━━━━━ DATA TO PROCESS ━━━━━
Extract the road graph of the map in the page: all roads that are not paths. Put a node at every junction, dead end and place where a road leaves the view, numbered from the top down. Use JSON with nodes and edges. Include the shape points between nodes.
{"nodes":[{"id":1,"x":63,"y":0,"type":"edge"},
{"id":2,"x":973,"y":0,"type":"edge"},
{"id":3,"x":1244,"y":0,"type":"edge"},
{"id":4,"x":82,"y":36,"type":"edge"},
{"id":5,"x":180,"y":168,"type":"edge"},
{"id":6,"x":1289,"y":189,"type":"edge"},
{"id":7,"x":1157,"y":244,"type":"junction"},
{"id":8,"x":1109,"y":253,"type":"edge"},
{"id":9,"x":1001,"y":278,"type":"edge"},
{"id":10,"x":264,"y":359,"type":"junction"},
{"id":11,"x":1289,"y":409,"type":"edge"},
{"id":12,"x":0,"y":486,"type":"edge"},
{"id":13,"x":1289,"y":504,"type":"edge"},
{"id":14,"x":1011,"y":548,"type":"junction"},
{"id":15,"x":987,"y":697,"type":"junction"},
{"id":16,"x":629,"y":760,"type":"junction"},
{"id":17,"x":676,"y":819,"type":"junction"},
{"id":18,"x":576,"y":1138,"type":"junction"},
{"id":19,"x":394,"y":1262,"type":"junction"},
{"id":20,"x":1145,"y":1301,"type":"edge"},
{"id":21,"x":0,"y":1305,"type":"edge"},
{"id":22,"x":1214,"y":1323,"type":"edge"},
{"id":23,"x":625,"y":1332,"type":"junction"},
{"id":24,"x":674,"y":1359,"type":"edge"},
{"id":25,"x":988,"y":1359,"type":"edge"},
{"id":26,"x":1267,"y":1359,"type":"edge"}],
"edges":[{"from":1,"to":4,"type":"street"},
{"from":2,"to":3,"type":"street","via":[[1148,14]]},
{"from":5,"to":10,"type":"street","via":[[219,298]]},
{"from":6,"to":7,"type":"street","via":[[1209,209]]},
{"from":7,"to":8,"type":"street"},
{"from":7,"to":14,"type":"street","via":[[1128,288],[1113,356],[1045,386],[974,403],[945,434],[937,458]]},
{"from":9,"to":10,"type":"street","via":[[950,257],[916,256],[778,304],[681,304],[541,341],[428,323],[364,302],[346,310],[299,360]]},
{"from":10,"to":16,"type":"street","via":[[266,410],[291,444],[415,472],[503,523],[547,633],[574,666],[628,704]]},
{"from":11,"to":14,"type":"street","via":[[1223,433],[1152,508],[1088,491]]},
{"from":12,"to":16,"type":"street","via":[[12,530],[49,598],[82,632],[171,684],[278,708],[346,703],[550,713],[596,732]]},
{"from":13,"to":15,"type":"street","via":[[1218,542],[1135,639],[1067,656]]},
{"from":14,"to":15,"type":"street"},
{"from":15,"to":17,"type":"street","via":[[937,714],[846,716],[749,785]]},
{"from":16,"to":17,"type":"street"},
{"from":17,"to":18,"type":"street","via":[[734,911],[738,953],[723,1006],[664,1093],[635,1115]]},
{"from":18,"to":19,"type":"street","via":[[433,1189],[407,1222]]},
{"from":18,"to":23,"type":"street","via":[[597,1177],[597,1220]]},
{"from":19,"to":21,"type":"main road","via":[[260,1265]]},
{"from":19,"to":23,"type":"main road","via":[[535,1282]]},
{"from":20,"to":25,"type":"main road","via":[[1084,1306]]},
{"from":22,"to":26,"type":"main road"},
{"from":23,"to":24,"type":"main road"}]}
━━━━━
Print every entry exactly as it appears.

RESPONSE TO THE TASK
Extract the road graph of the map in the page: all roads that are not paths. Put a node at every junction, dead end and place where a road leaves the view, numbered from the top down. Use JSON with nodes and edges. Include the shape points between nodes.
{"nodes":[{"id":1,"x":63,"y":0,"type":"edge"},
{"id":2,"x":973,"y":0,"type":"edge"},
{"id":3,"x":1244,"y":0,"type":"edge"},
{"id":4,"x":82,"y":36,"type":"edge"},
{"id":5,"x":180,"y":168,"type":"edge"},
{"id":6,"x":1289,"y":189,"type":"edge"},
{"id":7,"x":1157,"y":244,"type":"junction"},
{"id":8,"x":1109,"y":253,"type":"edge"},
{"id":9,"x":1001,"y":278,"type":"edge"},
{"id":10,"x":264,"y":359,"type":"junction"},
{"id":11,"x":1289,"y":409,"type":"edge"},
{"id":12,"x":0,"y":486,"type":"edge"},
{"id":13,"x":1289,"y":504,"type":"edge"},
{"id":14,"x":1011,"y":548,"type":"junction"},
{"id":15,"x":987,"y":697,"type":"junction"},
{"id":16,"x":629,"y":760,"type":"junction"},
{"id":17,"x":676,"y":819,"type":"junction"},
{"id":18,"x":576,"y":1138,"type":"junction"},
{"id":19,"x":394,"y":1262,"type":"junction"},
{"id":20,"x":1145,"y":1301,"type":"edge"},
{"id":21,"x":0,"y":1305,"type":"edge"},
{"id":22,"x":1214,"y":1323,"type":"edge"},
{"id":23,"x":625,"y":1332,"type":"junction"},
{"id":24,"x":674,"y":1359,"type":"edge"},
{"id":25,"x":988,"y":1359,"type":"edge"},
{"id":26,"x":1267,"y":1359,"type":"edge"}],
"edges":[{"from":1,"to":4,"type":"street"},
{"from":2,"to":3,"type":"street","via":[[1148,14]]},
{"from":5,"to":10,"type":"street","via":[[219,298]]},
{"from":6,"to":7,"type":"street","via":[[1209,209]]},
{"from":7,"to":8,"type":"street"},
{"from":7,"to":14,"type":"street","via":[[1128,288],[1113,356],[1045,386],[974,403],[945,434],[937,458]]},
{"from":9,"to":10,"type":"street","via":[[950,257],[916,256],[778,304],[681,304],[541,341],[428,323],[364,302],[346,310],[299,360]]},
{"from":10,"to":16,"type":"street","via":[[266,410],[291,444],[415,472],[503,523],[547,633],[574,666],[628,704]]},
{"from":11,"to":14,"type":"street","via":[[1223,433],[1152,508],[1088,491]]},
{"from":12,"to":16,"type":"street","via":[[12,530],[49,598],[82,632],[171,684],[278,708],[346,703],[550,713],[596,732]]},
{"from":13,"to":15,"type":"street","via":[[1218,542],[1135,639],[1067,656]]},
{"from":14,"to":15,"type":"street"},
{"from":15,"to":17,"type":"street","via":[[937,714],[846,716],[749,785]]},
{"from":16,"to":17,"type":"street"},
{"from":17,"to":18,"type":"street","via":[[734,911],[738,953],[723,1006],[664,1093],[635,1115]]},
{"from":18,"to":19,"type":"street","via":[[433,1189],[407,1222]]},
{"from":18,"to":23,"type":"street","via":[[597,1177],[597,1220]]},
{"from":19,"to":21,"type":"main road","via":[[260,1265]]},
{"from":19,"to":23,"type":"main road","via":[[535,1282]]},
{"from":20,"to":25,"type":"main road","via":[[1084,1306]]},
{"from":22,"to":26,"type":"main road"},
{"from":23,"to":24,"type":"main road"}]}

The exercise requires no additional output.